We can use Python list comprehensions by simply sending the resulting list to the `array` constructor:

In [None]:
squares = np.array([x*x for x in range(10)])
squares

**Exercise**: What would be a more `numpy`-esque way of doing this?

In [None]:
np.array(range(10))

**Exercise**: What would be a more `numpy`-esque way of doing this

`numpy` provides `np.fromfunction` to construct a vector directly from the output of a function:

In [None]:
def f(i):
    return i*i

v = np.fromfunction(f, (10,))
v

In [None]:
def f(i, j):
    return i*j

V = np.fromfunction(f, (10,10))
V

Here, `(10,)` is a tuple giving the *shape* of the desired resulting array.

## Elements of vectors

Elements of vectors are extracted and manipulated in the same way as for Python lists:

In [None]:
V[1]

In [None]:
V[1] = 10.
V

In [None]:
V[:] = 1.  # modifies the elements of v in place
V

NB: Due to the way that Python variables work, the following *does not copy `c`* into `z`; rather it makes `z` an alias (alternative name) for `c`. (This is the same behaviour as occurs for Python lists.): 

In [None]:
z = c
z, c

In [None]:
z[2] = 3
z, c  # c is also modified

In order to make a copy, we instead use:

In [None]:
z = c.copy()  # copies c to z 
z[0] = 4
z, c   # now z and c are different!

## Vector functions

Several standard functions are defined in `numpy` which act on vectors:

In [None]:
np.dot(b, c)

In [None]:
np.cross(b, c)

**Exercise**: Write a function that decomposes a given vector `v` in a given basis, supposing that the basis is orthonormal. Return the components of the vector in the new basis.

## Vectorization

`numpy` is designed to provide *fast* and *efficient* operations on vectors. These will generally be orders of magnitude faster than doing the same operations by hand with standard Python loops, since they are written in C and are heavily optimized. This is the foundation of the strength of `numpy` (and the other packages based on `numpy`) for numerical calculation.

In [None]:
v = list(range(100000))
%timeit sum(v)

In [None]:
v = np.array(range(100000))
%timeit np.sum(v)

In [None]:
%timeit sum(v)

In [None]:
%timeit np.sum(v)

For example, let's calculate the sines of some numbers. In standard Python, there are at least a couple of ways we could do this: with a list comprehension, and doing the calculation in place: 

In [None]:
import math

In [None]:
N = 10000000

In [None]:
%%time
xx = list(range(N))
yy = [math.sin(x) for x in xx]

In [None]:
%%time
xx = list(range(N))

for i in range(len(xx)):
    xx[i] = math.sin(xx[i])
    

The functions (called `ufunc`s [*universal* functions]) in `numpy` are designed so that they can operate *either* on numbers, *or* on arrays, in which case they apply the operation element-by-element. Thus the effect is to "vectorize" the operation, in the sense that the input is a vector, and the output is the corresponding transformed vector.

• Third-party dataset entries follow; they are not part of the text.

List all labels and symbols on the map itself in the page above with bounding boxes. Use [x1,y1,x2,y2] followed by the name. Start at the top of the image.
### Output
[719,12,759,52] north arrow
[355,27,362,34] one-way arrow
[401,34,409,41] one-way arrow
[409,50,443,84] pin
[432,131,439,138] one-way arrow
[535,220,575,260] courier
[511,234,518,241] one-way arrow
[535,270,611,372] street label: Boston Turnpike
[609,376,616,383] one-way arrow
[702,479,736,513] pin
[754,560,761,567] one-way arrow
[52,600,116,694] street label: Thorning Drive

As users we do not have to worry about exactly what is happening during the process, and indeed we can be thus be insulated from decisions that the system may make about, for example, whether to parallelize the calculation in different processors.

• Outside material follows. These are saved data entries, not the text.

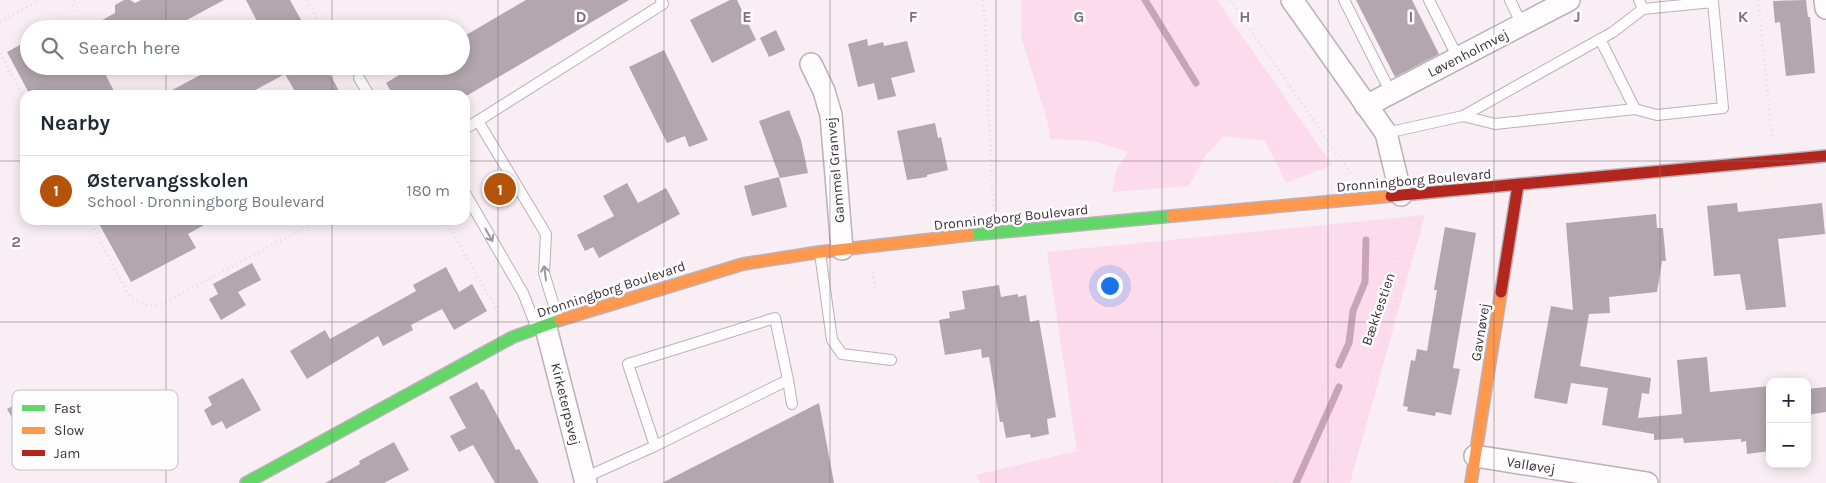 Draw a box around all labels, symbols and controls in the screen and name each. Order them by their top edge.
text: D [576,7,587,26]
text: E [742,7,752,26]
text: F [909,7,918,26]
text: G [1074,7,1084,26]
text: H [1239,7,1251,26]
text: I [1409,7,1413,26]
text: J [1573,7,1581,26]
text: K [1738,7,1749,26]
search box [20,20,470,75]
street label: Løvenholmvej [1425,26,1512,81]
icon: search [38,34,66,62]
text: Search here [78,37,180,59]
text: Nearby [40,111,110,135]
street label: Gammel Granvej [822,116,849,224]
street label: Dronningborg Boulevard [1336,165,1492,196]
text: Østervangsskolen [87,170,249,192]
pin: 1 [484,170,516,208]
text: 1 [53,181,59,200]
text: 180 m [407,181,450,200]
text: School · Dronningborg Boulevard [87,192,325,211]
street label: Dronningborg Boulevard [933,201,1089,234]
one-way arrow [485,227,495,241]
text: 2 [11,232,21,251]
street label: Dronningborg Boulevard [535,257,688,322]
one-way arrow [540,265,550,281]
street label: Bækkestien [1358,270,1399,348]
your location [1097,273,1123,299]
street label: Gavnøvej [1468,302,1493,362]
street label: Kirketerpsvej [547,361,584,447]
map controls [1766,378,1811,468]
button: + [1766,378,1811,423]
legend [12,390,178,470]
text: Fast [54,400,81,417]
text: Slow [54,422,84,439]
button: − [1766,423,1811,468]
text: Jam [54,445,80,462]
street label: Valløvej [1505,453,1557,478]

We specify our intent -- "calculate the sine of all these numbers" -- and forget about implementation details. This allows us to write code at a higher level.

In [None]:
import numpy as np

In [None]:
np.sin

In [None]:
%%timeit
xx = np.arange(N)
yyy = np.sin(xx)

There is a factor 10 difference in speed of the calculation using the optimized `numpy` routines.

All of the standard mathematical functions are implemented (`sin`, `cos`, `exp`, `log`, etc.)

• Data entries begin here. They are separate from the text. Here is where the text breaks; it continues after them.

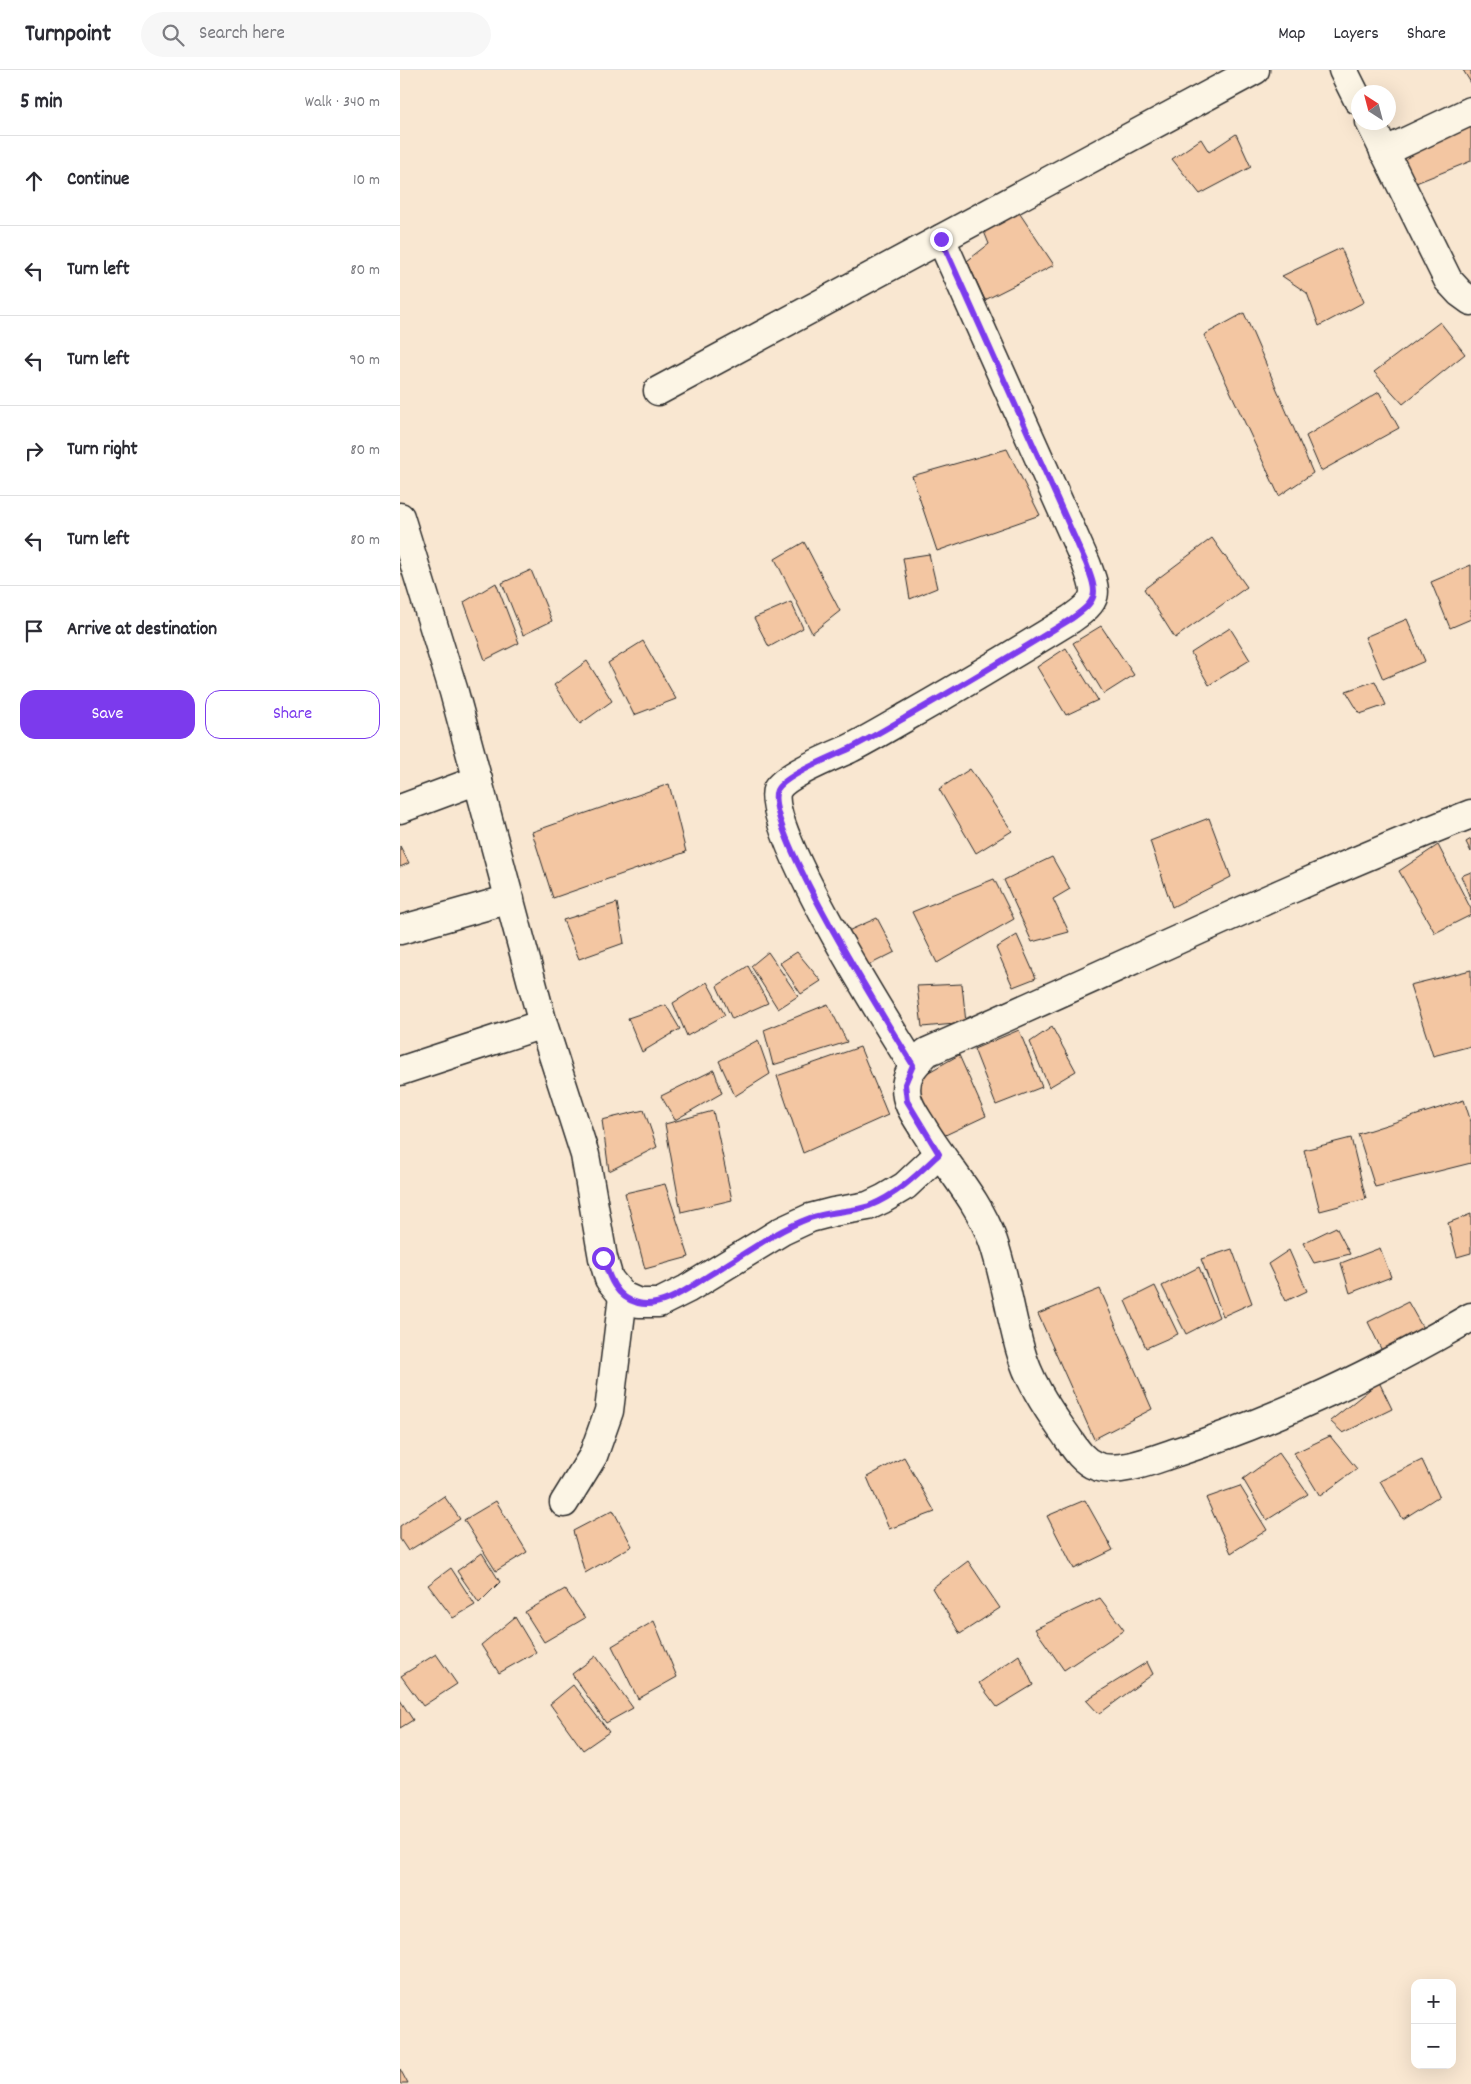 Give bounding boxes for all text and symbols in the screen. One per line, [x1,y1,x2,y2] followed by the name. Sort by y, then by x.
[141,12,491,57] search box
[25,18,111,52] text: Turnpoint
[159,21,187,49] icon: search
[199,21,285,48] text: Search here
[1278,22,1305,47] text: Map
[1333,22,1379,47] text: Layers
[1407,22,1446,47] text: Share
[1351,85,1396,130] north arrow
[20,88,63,118] text: 5 min
[305,91,380,114] text: Walk · 340 m
[20,167,48,195] icon: ahead
[67,167,129,194] text: Continue
[353,169,380,192] text: 10 m
[930,228,953,251] route end
[20,257,48,285] icon: left
[67,257,130,284] text: Turn left
[350,259,380,282] text: 80 m
[20,347,48,375] icon: left
[67,347,130,374] text: Turn left
[349,349,380,372] text: 90 m
[20,437,48,465] icon: right
[67,437,138,464] text: Turn right
[350,439,380,462] text: 80 m
[20,527,48,555] icon: left
[67,527,130,554] text: Turn left
[350,529,380,552] text: 80 m
[20,617,48,645] icon: arrive
[67,617,217,644] text: Arrive at destination
[20,690,195,739] button: Save
[205,690,380,739] button: Share
[592,1247,615,1270] route start
[1411,1979,1456,2069] map controls
[1411,1979,1456,2024] button: +
[1411,2024,1456,2069] button: −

Linearly increasing ranges may be produced using `arange`, with a given step, or `linspace`, which a given number of elements. Note that `arange` often gives unpredictable results for the last element, so that `linspace` is often preferred: 

In [None]:
np.arange(0, 1, 0.1)

In [None]:
np.linspace(0, 1, 11)

[The convenience function `logspace` is also provided for logarithmic spacing, although personally I find it confusing, since it never seems to do what I want!]

## Matrices

The second main type of mathematical object provided by `numpy` are matrices, i.e. arrays with two dimensions (or of "rank", "order", or "degree" 2).

How could we represent matrices using Python or `numpy` objects? We may treat it as a list of lists (in Python), or as a vector of vectors (in `numpy`).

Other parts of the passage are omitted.